Mortalidade materna no Nordeste brasileiro

Palavras-chave: Assistência à saúde; Gravidez; Período pós-parto; Sistemas de informação; Saúde da mulher

Resumo

Objetivou-se avaliar a mortalidade materna no Nordeste do Brasil na última década. Constitui-se de uma pesquisa documental, retrospectiva e descritiva com dados secundários do Sistema de Informação de Mortalidade do Departamento de Informática do Sistema Único de Saúde, no período de 2008 a 2017. Demonstrou-se um total de 5847 óbitos no recorte temporal com ínfimo declínio nas taxas de mortalidade ano a ano.

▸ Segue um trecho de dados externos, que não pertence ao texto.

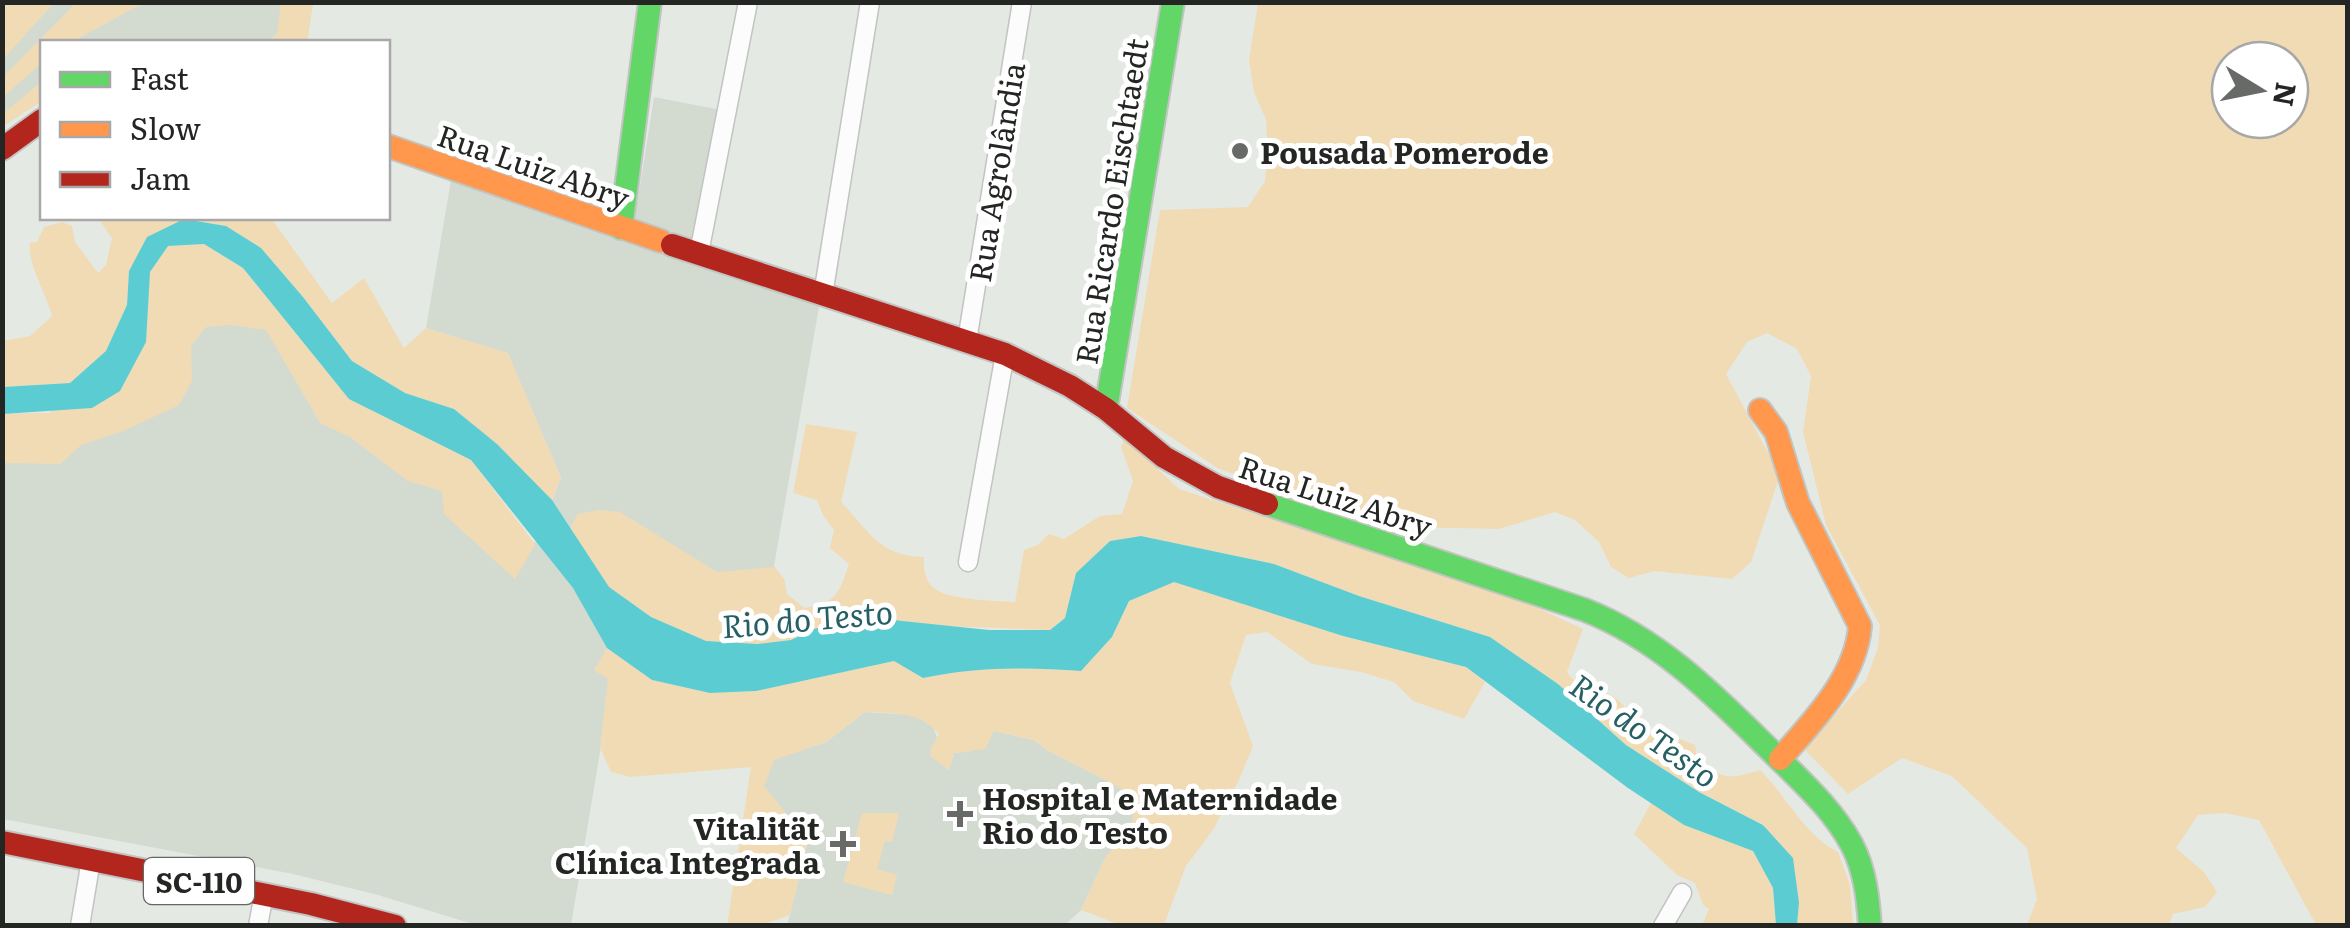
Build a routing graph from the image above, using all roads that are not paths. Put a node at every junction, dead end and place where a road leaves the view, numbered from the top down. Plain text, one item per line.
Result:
1 (650, 2) edge
2 (748, 2) edge
3 (870, 2) edge
4 (1022, 2) edge
5 (1173, 2) edge
6 (40, 121) edge
7 (390, 147) edge
8 (2, 148) edge
9 (620, 228) junction
10 (699, 253) junction
11 (823, 295) junction
12 (967, 341) junction
13 (1005, 354) junction
14 (1106, 409) junction
15 (1760, 410) dead end
16 (968, 562) dead end
17 (1780, 759) junction
18 (2, 842) edge
19 (91, 860) junction
20 (1682, 893) dead end
21 (264, 894) junction
22 (330, 917) edge
23 (80, 926) edge
24 (258, 926) edge
25 (395, 926) edge
26 (1663, 926) edge
27 (1870, 926) edge

1 - 9 street
2 - 10 street
3 - 11 street
4 - 12 street, Rua Agrolândia
5 - 14 street, Rua Ricardo Eischtaedt
6 - 8 street
7 - 9 street, Rua Luiz Abry
9 - 10 street, Rua Luiz Abry
10 - 11 street, Rua Luiz Abry
11 - 12 street, Rua Luiz Abry
12 - 13 street, Rua Luiz Abry
13 - 14 street, Rua Luiz Abry
13 - 16 street
14 - 17 street, Rua Luiz Abry
15 - 17 street
17 - 27 street, Rua Luiz Abry
18 - 19 street, SC-110
19 - 21 street, SC-110
19 - 23 street
20 - 26 street
21 - 22 street, SC-110
21 - 24 street
22 - 25 street, SC-110

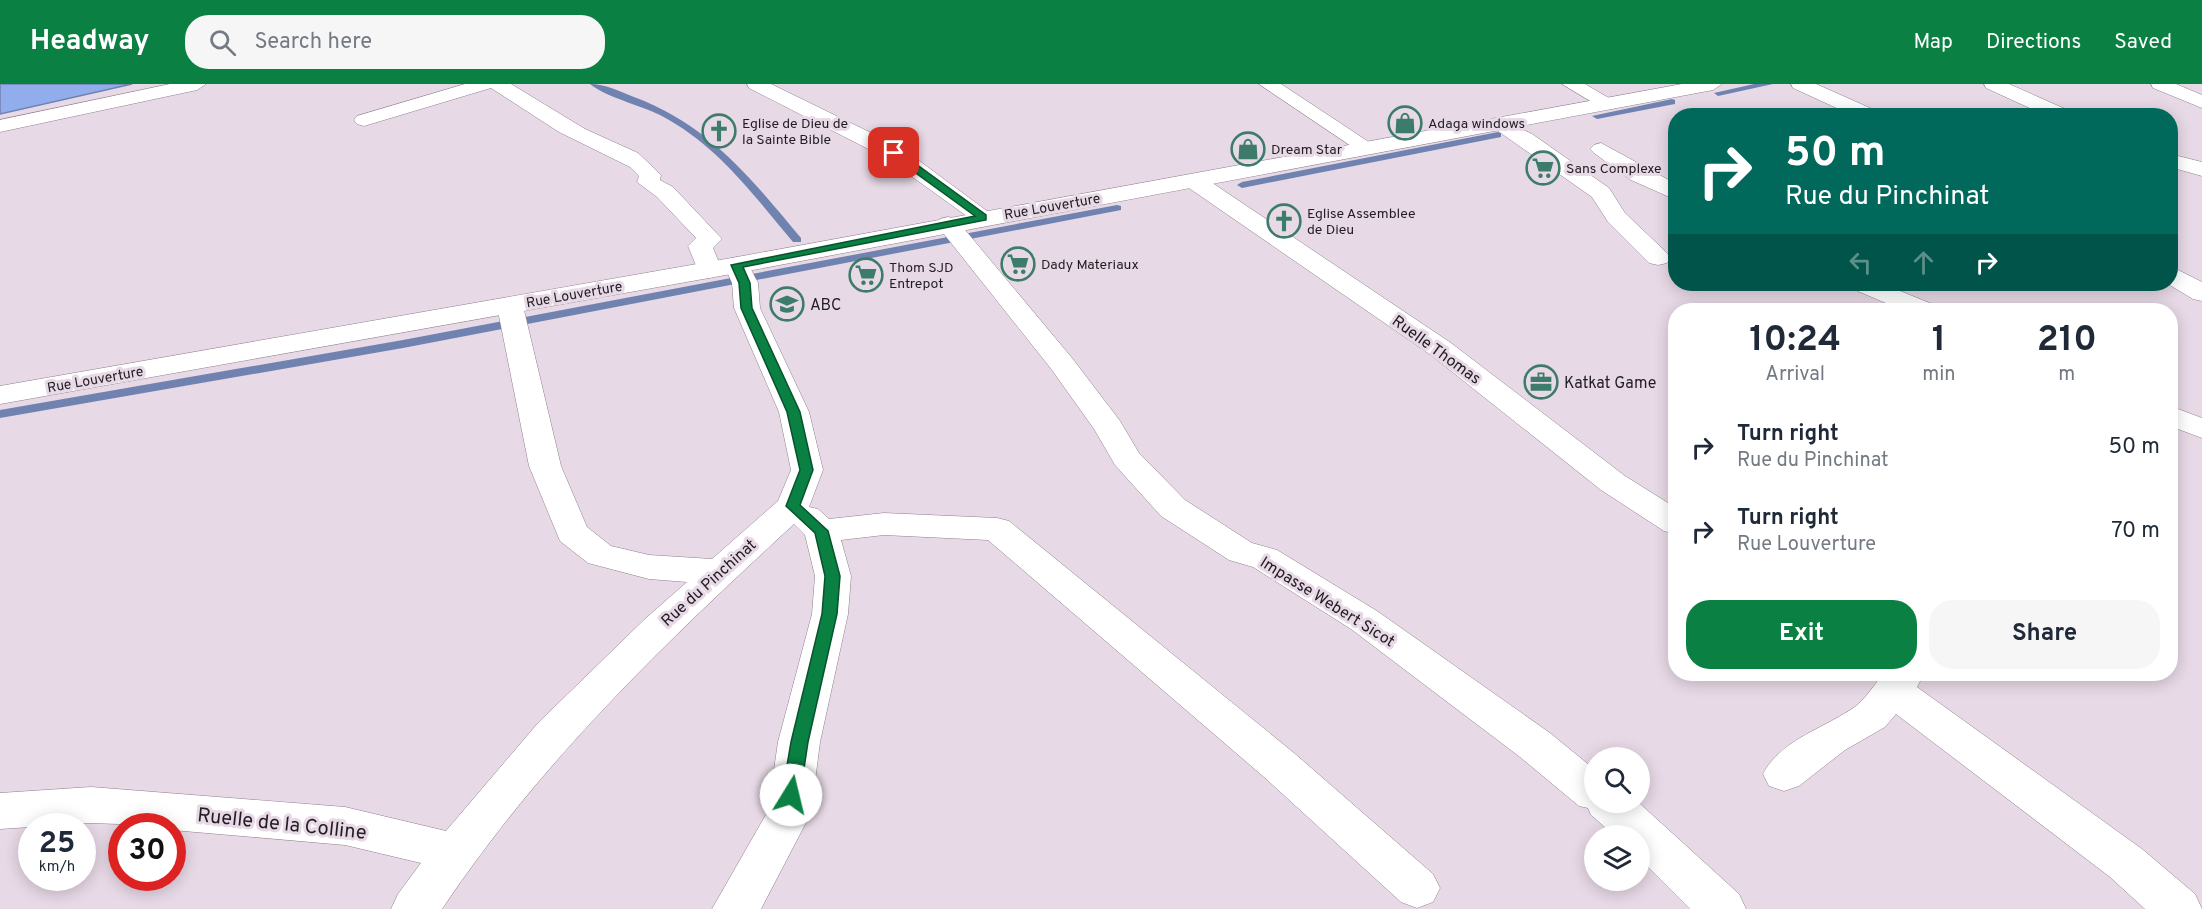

No tocante aos estados estudados, as maiores incidências foram na Bahia com 26,24% (n=1534), no Maranhão com 18,21% (n=1065) e no Pernambuco com 14,50% (n=848). No que concerne a faixa etária, o grupo etário de maior incidência foi de 20-29 anos com 40,91% (n=2392) das mortes. A raça parda e a baixa escolaridade foram significativamente declaradas. No que diz respeito as causas, as doenças relacionadas a gravidez, parto e puerpério contemplaram 98,58% (n=5764) dos casos. Sob esse viés, destacaram-se a hipertensão gestacional, eclampsia, hemorragia pós-parto e anormalidades da contração uterina. Portanto, infere-se que os indicadores de mortalidade materna apontam desigualdades regionais sendo indicado o aprimoramento da assistência à saúde da gestante durante o pré-natal, parto e puerpério visando minimizar a problemática materno-infantil nordestina.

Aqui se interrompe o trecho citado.